Paragraph 18 claims that

the fossil record reveals a distinct, separate origin for apes and for humans. That is why fossil evidence of man's link to apelike beasts is nonexistent. The links really have never been there.

For the same reason that no one can "prove" the existence of true transitional forms in the fossil record, the above statement is false. The fossil record reveals evidence that is consistent with either evolution or special creation. Creation's author is unaware of this.

The section "What Did They Look Like?" discusses the irrelevant issue that no one can be sure exactly what fossil men looked like, so that attempts to draw them are bound to be wrong. The same can be said of drawings of dinosaurs, but so what? Some drawings are quite good and make Neanderthals look dignified -- see for example Time-Life's Ice Ages, pages 25-27. It is true that drawings may be unfairly biased to gain popular support for evolution, but this has nothing to do with the underlying evidence for the theory.
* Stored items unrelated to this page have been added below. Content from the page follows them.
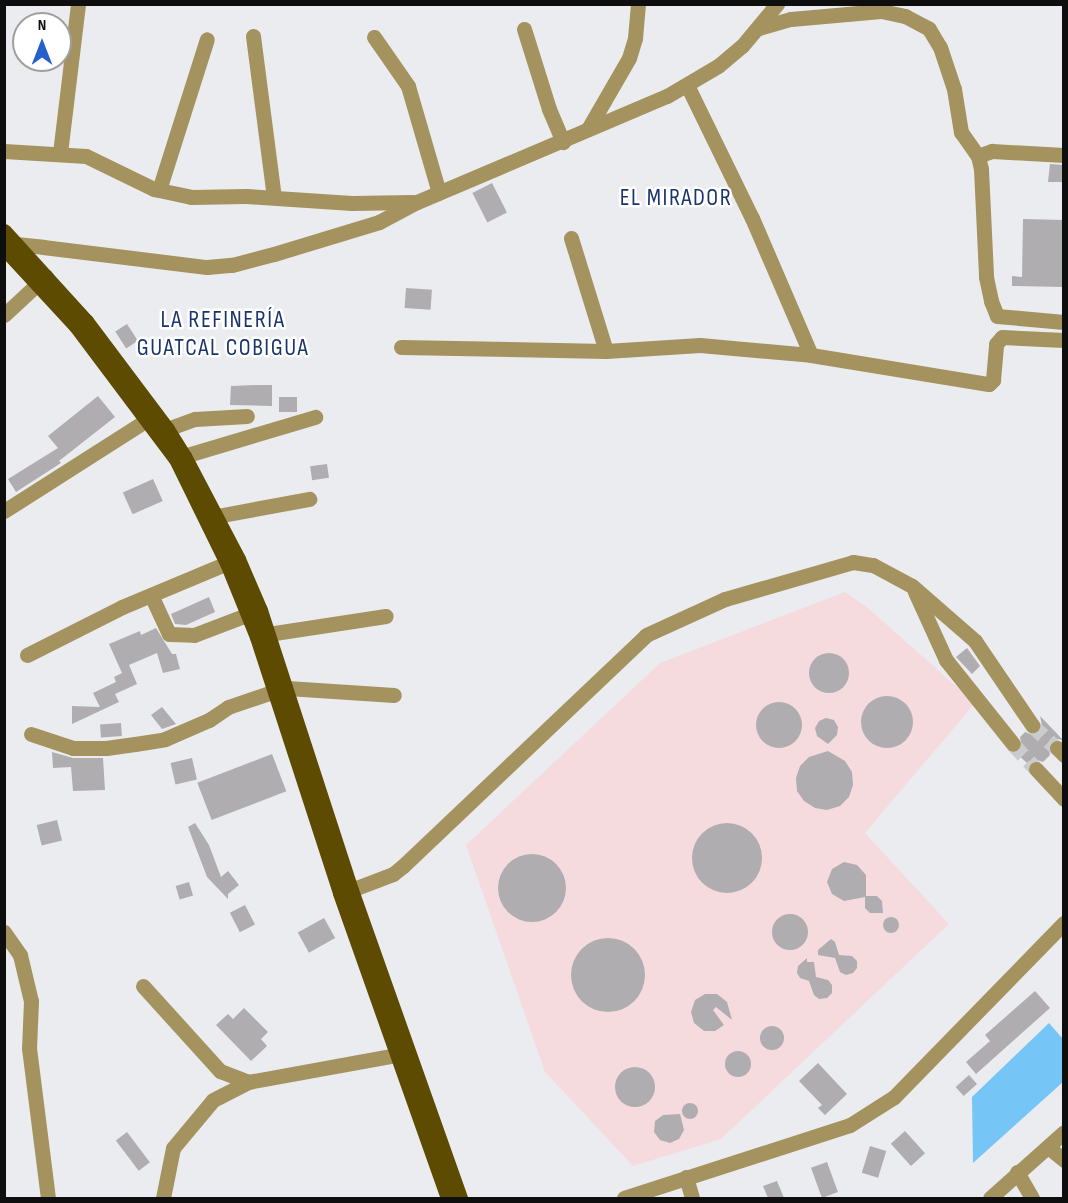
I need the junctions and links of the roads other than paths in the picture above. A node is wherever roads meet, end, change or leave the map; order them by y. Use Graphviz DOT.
graph roads {
  1 [pos="78,4"];
  2 [pos="638,4"];
  3 [pos="777,4"];
  4 [pos="759,28"];
  5 [pos="524,30"];
  6 [pos="253,36"];
  7 [pos="374,37"];
  8 [pos="207,39"];
  9 [pos="687,85"];
  10 [pos="588,129"];
  11 [pos="563,142"];
  12 [pos="4,151"];
  13 [pos="60,153"];
  14 [pos="1064,155"];
  15 [pos="978,156"];
  16 [pos="159,190"];
  17 [pos="439,193"];
  18 [pos="274,197"];
  19 [pos="417,202"];
  20 [pos="4,231"];
  21 [pos="571,238"];
  22 [pos="8,246"];
  23 [pos="42,280"];
  24 [pos="4,315"];
  25 [pos="1064,322"];
  26 [pos="1064,340"];
  27 [pos="401,347"];
  28 [pos="606,351"];
  29 [pos="811,355"];
  30 [pos="150,416"];
  31 [pos="247,416"];
  32 [pos="315,417"];
  33 [pos="167,429"];
  34 [pos="184,456"];
  35 [pos="309,499"];
  36 [pos="4,511"];
  37 [pos="217,516"];
  38 [pos="227,563"];
  39 [pos="912,586"];
  40 [pos="151,595"];
  41 [pos="249,614"];
  42 [pos="386,616"];
  43 [pos="268,634"];
  44 [pos="27,655"];
  45 [pos="281,690"];
  46 [pos="394,695"];
  47 [pos="1032,724"];
  48 [pos="31,734"];
  49 [pos="1013,744"];
  50 [pos="1036,769"];
  51 [pos="1064,799"];
  52 [pos="351,890"];
  53 [pos="1064,922"];
  54 [pos="4,932"];
  55 [pos="143,986"];
  56 [pos="396,1055"];
  57 [pos="248,1082"];
  58 [pos="1064,1132"];
  59 [pos="1048,1146"];
  60 [pos="1064,1160"];
  61 [pos="1017,1172"];
  62 [pos="686,1178"];
  63 [pos="48,1198"];
  64 [pos="163,1198"];
  65 [pos="448,1198"];
  66 [pos="460,1198"];
  67 [pos="624,1198"];
  68 [pos="692,1198"];
  69 [pos="990,1198"];
  70 [pos="1032,1198"];
  1 -- 13 [label="street"];
  2 -- 10 [label="street"];
  3 -- 4 [label="street"];
  4 -- 9 [label="street"];
  4 -- 15 [label="street"];
  5 -- 11 [label="street"];
  6 -- 18 [label="street"];
  7 -- 17 [label="street"];
  8 -- 16 [label="street"];
  9 -- 10 [label="street"];
  9 -- 29 [label="street"];
  10 -- 11 [label="street"];
  11 -- 17 [label="street"];
  12 -- 13 [label="street"];
  13 -- 16 [label="street"];
  14 -- 15 [label="street"];
  15 -- 25 [label="street"];
  16 -- 18 [label="street"];
  17 -- 19 [label="street"];
  18 -- 19 [label="street"];
  19 -- 22 [label="street"];
  20 -- 22 [label="main road"];
  21 -- 28 [label="street"];
  22 -- 23 [label="main road"];
  23 -- 24 [label="street"];
  23 -- 30 [label="main road"];
  26 -- 29 [label="street"];
  27 -- 28 [label="street"];
  28 -- 29 [label="street"];
  30 -- 33 [label="main road"];
  30 -- 36 [label="street"];
  30 -- 38 [label="main road"];
  31 -- 33 [label="street"];
  32 -- 34 [label="street"];
  33 -- 34 [label="main road"];
  34 -- 37 [label="main road"];
  35 -- 37 [label="street"];
  37 -- 43 [label="main road"];
  38 -- 40 [label="street"];
  38 -- 41 [label="main road"];
  39 -- 47 [label="street"];
  39 -- 49 [label="street"];
  39 -- 52 [label="street"];
  40 -- 41 [label="street"];
  40 -- 44 [label="street"];
  41 -- 45 [label="main road"];
  42 -- 43 [label="street"];
  43 -- 45 [label="main road"];
  45 -- 46 [label="street"];
  45 -- 48 [label="street"];
  45 -- 52 [label="main road"];
  45 -- 56 [label="main road"];
  50 -- 51 [label="street"];
  52 -- 66 [label="main road"];
  53 -- 62 [label="street"];
  54 -- 63 [label="street"];
  55 -- 57 [label="street"];
  56 -- 57 [label="street"];
  56 -- 65 [label="main road"];
  57 -- 64 [label="street"];
  58 -- 59 [label="street"];
  59 -- 60 [label="street"];
  59 -- 61 [label="street"];
  61 -- 69 [label="street"];
  61 -- 70 [label="street"];
  62 -- 67 [label="street"];
  62 -- 68 [label="street"];
}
Paragraph 20 quotes from the book Lucy222 as follows: "'No one can be sure just what any extinct hominid looked like.'" The quotation stands as if the full sentence was cited, but this is misleading, because Lucy actually said: "'No one can be sure just what any extinct hominid looked like with its skin and hair on,'" which means something very different. Creation here is merely trying to set the stage for the main point of its argument, which is covered below in the discussion of paragraph 23.

This section also trots out the two most famous fiascos in the history of human evolutionary thought, the fraudulent Piltdown Man and the mistaken Nebraska Man, to serve as object lessons and cast doubt on the whole of evolutionary thought. But Creation fails to point out that these were uncovered by evolutionists themselves because they did not fit with other evidence. In fact, the supposed fossil tooth of Nebraska Man was found to be mistaken within five years because more evidence became available to the paleontologist who presented it in the first place. All this really says is that evolutionary scientists are human and make mistakes, especially when they have some preconceived notions. As paleontologist Donald Johanson said:223

The story of human evolution has been told by finding bones. It's been a long hard trip because the bones have been so scarce. We've made some horrible mistakes along the way. We'll make many more.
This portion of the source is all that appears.